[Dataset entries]
*** Block opens ***

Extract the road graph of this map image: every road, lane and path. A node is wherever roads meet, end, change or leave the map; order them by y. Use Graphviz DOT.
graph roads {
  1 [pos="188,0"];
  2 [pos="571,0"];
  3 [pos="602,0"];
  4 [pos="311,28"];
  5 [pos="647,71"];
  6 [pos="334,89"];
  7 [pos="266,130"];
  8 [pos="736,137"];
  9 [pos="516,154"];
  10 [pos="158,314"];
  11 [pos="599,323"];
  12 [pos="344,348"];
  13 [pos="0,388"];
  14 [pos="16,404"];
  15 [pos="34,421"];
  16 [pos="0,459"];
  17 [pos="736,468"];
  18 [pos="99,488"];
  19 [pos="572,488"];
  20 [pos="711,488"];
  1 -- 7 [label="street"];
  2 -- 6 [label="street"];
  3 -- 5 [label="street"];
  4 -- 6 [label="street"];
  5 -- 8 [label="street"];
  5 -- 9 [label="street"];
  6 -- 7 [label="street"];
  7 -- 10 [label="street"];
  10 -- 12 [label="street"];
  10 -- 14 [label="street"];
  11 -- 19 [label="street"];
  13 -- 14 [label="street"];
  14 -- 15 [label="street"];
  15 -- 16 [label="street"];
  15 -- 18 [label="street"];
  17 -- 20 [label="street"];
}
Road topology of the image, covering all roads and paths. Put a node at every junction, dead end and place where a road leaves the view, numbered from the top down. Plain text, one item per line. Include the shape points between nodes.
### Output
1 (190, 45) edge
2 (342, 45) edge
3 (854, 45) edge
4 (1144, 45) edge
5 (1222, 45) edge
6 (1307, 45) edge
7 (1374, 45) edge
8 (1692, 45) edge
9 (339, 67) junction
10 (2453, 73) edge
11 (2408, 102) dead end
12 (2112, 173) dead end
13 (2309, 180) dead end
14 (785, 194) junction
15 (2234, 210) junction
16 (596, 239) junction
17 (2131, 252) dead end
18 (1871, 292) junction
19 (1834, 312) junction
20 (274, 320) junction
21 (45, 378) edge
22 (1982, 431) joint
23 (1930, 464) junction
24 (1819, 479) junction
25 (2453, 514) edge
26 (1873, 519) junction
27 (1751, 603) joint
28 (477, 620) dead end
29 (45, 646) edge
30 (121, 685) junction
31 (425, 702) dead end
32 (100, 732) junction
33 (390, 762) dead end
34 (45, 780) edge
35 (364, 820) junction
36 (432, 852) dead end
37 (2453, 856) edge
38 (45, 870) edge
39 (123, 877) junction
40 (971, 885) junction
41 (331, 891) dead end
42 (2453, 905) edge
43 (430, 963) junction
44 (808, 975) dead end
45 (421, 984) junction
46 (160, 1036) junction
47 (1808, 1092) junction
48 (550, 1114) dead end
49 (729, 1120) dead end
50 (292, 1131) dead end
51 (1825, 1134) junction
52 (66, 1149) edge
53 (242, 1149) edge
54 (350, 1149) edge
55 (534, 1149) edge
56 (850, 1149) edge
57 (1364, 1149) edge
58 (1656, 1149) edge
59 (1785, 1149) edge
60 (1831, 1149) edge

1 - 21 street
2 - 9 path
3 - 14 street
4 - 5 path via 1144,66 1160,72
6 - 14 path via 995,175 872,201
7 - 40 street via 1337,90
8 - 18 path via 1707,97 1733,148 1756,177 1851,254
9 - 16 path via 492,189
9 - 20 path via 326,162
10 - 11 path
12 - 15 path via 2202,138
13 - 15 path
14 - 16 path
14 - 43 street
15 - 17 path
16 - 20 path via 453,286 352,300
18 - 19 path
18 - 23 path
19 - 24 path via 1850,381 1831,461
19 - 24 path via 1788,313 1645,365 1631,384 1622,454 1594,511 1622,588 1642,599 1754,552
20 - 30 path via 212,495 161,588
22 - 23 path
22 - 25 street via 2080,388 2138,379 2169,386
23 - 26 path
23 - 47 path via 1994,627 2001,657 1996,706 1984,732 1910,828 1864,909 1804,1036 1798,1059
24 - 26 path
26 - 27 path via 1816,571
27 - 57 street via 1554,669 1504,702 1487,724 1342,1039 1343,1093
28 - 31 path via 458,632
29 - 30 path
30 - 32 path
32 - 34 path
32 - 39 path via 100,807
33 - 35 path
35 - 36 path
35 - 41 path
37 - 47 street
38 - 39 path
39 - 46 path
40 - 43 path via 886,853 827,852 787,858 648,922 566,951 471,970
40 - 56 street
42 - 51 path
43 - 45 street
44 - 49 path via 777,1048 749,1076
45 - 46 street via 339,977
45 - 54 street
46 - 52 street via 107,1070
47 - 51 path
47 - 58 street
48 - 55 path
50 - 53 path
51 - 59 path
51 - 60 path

*** Block closes ***

*Your assignment:*
The full set of entries should be copied out exactly as given.

*Written solution:*
Extract the road graph of this map image: every road, lane and path. A node is wherever roads meet, end, change or leave the map; order them by y. Use Graphviz DOT.
graph roads {
  1 [pos="188,0"];
  2 [pos="571,0"];
  3 [pos="602,0"];
  4 [pos="311,28"];
  5 [pos="647,71"];
  6 [pos="334,89"];
  7 [pos="266,130"];
  8 [pos="736,137"];
  9 [pos="516,154"];
  10 [pos="158,314"];
  11 [pos="599,323"];
  12 [pos="344,348"];
  13 [pos="0,388"];
  14 [pos="16,404"];
  15 [pos="34,421"];
  16 [pos="0,459"];
  17 [pos="736,468"];
  18 [pos="99,488"];
  19 [pos="572,488"];
  20 [pos="711,488"];
  1 -- 7 [label="street"];
  2 -- 6 [label="street"];
  3 -- 5 [label="street"];
  4 -- 6 [label="street"];
  5 -- 8 [label="street"];
  5 -- 9 [label="street"];
  6 -- 7 [label="street"];
  7 -- 10 [label="street"];
  10 -- 12 [label="street"];
  10 -- 14 [label="street"];
  11 -- 19 [label="street"];
  13 -- 14 [label="street"];
  14 -- 15 [label="street"];
  15 -- 16 [label="street"];
  15 -- 18 [label="street"];
  17 -- 20 [label="street"];
}
Road topology of the image, covering all roads and paths. Put a node at every junction, dead end and place where a road leaves the view, numbered from the top down. Plain text, one item per line. Include the shape points between nodes.
### Output
1 (190, 45) edge
2 (342, 45) edge
3 (854, 45) edge
4 (1144, 45) edge
5 (1222, 45) edge
6 (1307, 45) edge
7 (1374, 45) edge
8 (1692, 45) edge
9 (339, 67) junction
10 (2453, 73) edge
11 (2408, 102) dead end
12 (2112, 173) dead end
13 (2309, 180) dead end
14 (785, 194) junction
15 (2234, 210) junction
16 (596, 239) junction
17 (2131, 252) dead end
18 (1871, 292) junction
19 (1834, 312) junction
20 (274, 320) junction
21 (45, 378) edge
22 (1982, 431) joint
23 (1930, 464) junction
24 (1819, 479) junction
25 (2453, 514) edge
26 (1873, 519) junction
27 (1751, 603) joint
28 (477, 620) dead end
29 (45, 646) edge
30 (121, 685) junction
31 (425, 702) dead end
32 (100, 732) junction
33 (390, 762) dead end
34 (45, 780) edge
35 (364, 820) junction
36 (432, 852) dead end
37 (2453, 856) edge
38 (45, 870) edge
39 (123, 877) junction
40 (971, 885) junction
41 (331, 891) dead end
42 (2453, 905) edge
43 (430, 963) junction
44 (808, 975) dead end
45 (421, 984) junction
46 (160, 1036) junction
47 (1808, 1092) junction
48 (550, 1114) dead end
49 (729, 1120) dead end
50 (292, 1131) dead end
51 (1825, 1134) junction
52 (66, 1149) edge
53 (242, 1149) edge
54 (350, 1149) edge
55 (534, 1149) edge
56 (850, 1149) edge
57 (1364, 1149) edge
58 (1656, 1149) edge
59 (1785, 1149) edge
60 (1831, 1149) edge

1 - 21 street
2 - 9 path
3 - 14 street
4 - 5 path via 1144,66 1160,72
6 - 14 path via 995,175 872,201
7 - 40 street via 1337,90
8 - 18 path via 1707,97 1733,148 1756,177 1851,254
9 - 16 path via 492,189
9 - 20 path via 326,162
10 - 11 path
12 - 15 path via 2202,138
13 - 15 path
14 - 16 path
14 - 43 street
15 - 17 path
16 - 20 path via 453,286 352,300
18 - 19 path
18 - 23 path
19 - 24 path via 1850,381 1831,461
19 - 24 path via 1788,313 1645,365 1631,384 1622,454 1594,511 1622,588 1642,599 1754,552
20 - 30 path via 212,495 161,588
22 - 23 path
22 - 25 street via 2080,388 2138,379 2169,386
23 - 26 path
23 - 47 path via 1994,627 2001,657 1996,706 1984,732 1910,828 1864,909 1804,1036 1798,1059
24 - 26 path
26 - 27 path via 1816,571
27 - 57 street via 1554,669 1504,702 1487,724 1342,1039 1343,1093
28 - 31 path via 458,632
29 - 30 path
30 - 32 path
32 - 34 path
32 - 39 path via 100,807
33 - 35 path
35 - 36 path
35 - 41 path
37 - 47 street
38 - 39 path
39 - 46 path
40 - 43 path via 886,853 827,852 787,858 648,922 566,951 471,970
40 - 56 street
42 - 51 path
43 - 45 street
44 - 49 path via 777,1048 749,1076
45 - 46 street via 339,977
45 - 54 street
46 - 52 street via 107,1070
47 - 51 path
47 - 58 street
48 - 55 path
50 - 53 path
51 - 59 path
51 - 60 path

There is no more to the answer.